Georgetown, why don’t you come sit down for a minute. It’s time we had a little talk about the birds and the bees. You’re getting older, and as you mature your student body is changing, sometimes in ways you may find frightening. Despite your pesky official policy of no cohabitation, the Voice sex survey shows that 64 percent of students described themselves as sexually active and 91 percent of those have had intercourse in the past year. We think its time for you to grow up, be responsible, and start acting like the prestigious 218 year-old institute of higher learning that you are.
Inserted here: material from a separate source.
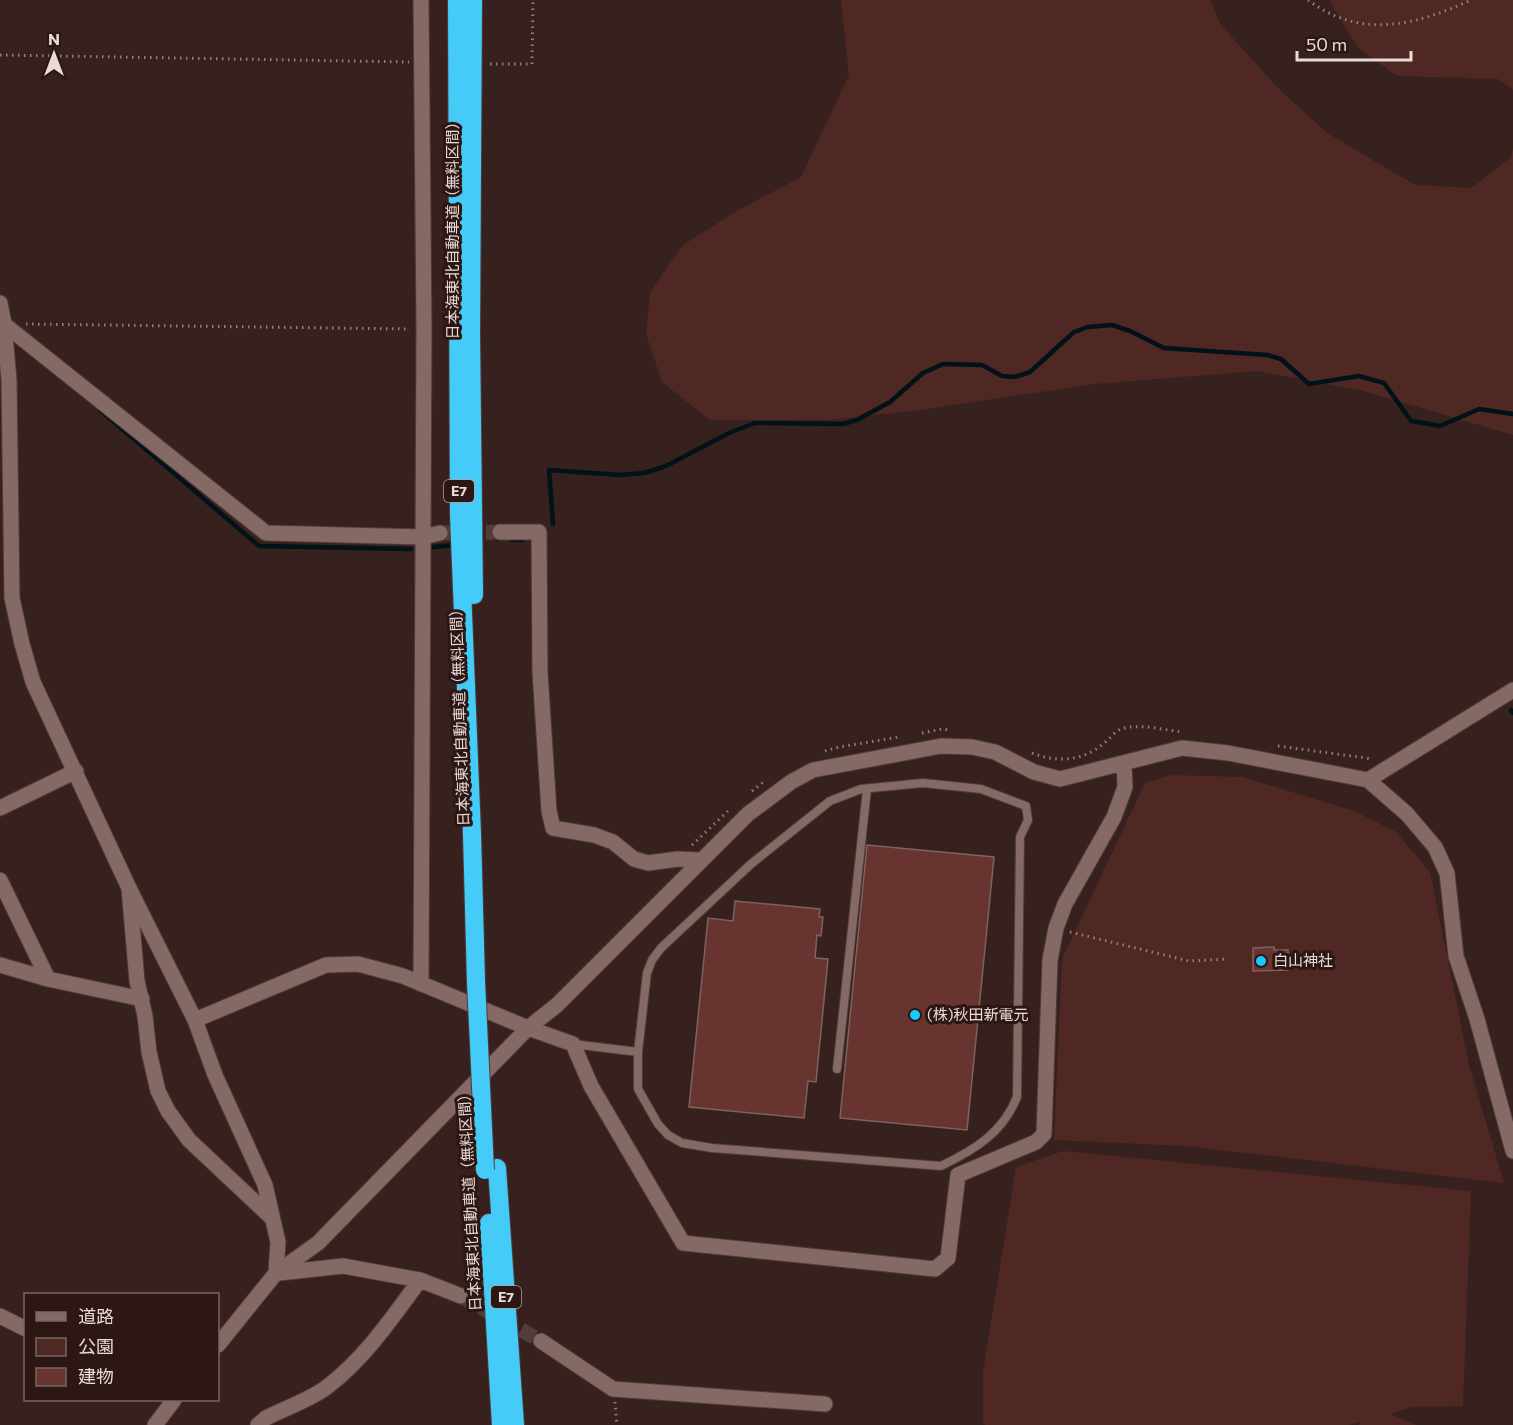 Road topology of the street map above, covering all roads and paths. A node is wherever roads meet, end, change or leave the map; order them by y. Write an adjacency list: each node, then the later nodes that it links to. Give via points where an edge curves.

Since students are having sex, they should know there’s a right way to do it—both in a healthy and pleasing way. The key to this is open dialogue, not an abstinence-promoting policy that discourages discussion about having sex. You should educate your students about sex through Peer Education—if not, you should let a student group step in and do the job.
Peer Ed is a University program where students inform their freshmen peers about “depression and suicide, alcohol and other drugs, nutrition and eating disorders, and sexual assault.” Something was left off the list—healthy sexual behavior. Extensive information about STIs is available on be.georgetown.edu, but this is no substitute for active engagement.
In contrast, your more-21st century-oriented friend, Cornell University, has a student-run peer education group called Sexual Health Awareness Group (SHAG), which equips students with the proper tools to use if they are sexually active. In group settings, they discuss Sexual Transmitted Infections, testing and contraception. Jamie Tsuzuki (CU ’08), a peer educator, said that the group tries to destigmatize sex, which makes students less embarrassed about the subject and more likely to engage in healthy practices, like getting tested for STIs.
But you must keep in mind that not all sex is good sex. There is a middle ground between abstinence and wanton hedonism. Sometimes hooking up is a bad idea. If a student is not emotionally ready, if he or she does not know how communicate in a healthy way about sex, it isn’t a good idea. Part of what SHAG does is talk about the emotions involved with sex.
We know that such a modern, progressive stance won’t be popular among your friends at in the Catholic Church, but don’t succumb to peer pressure. You may not be able to stop students from knowing one another, in the biblical sense, but you can at least use your position of authority to ensure that they do it the right way.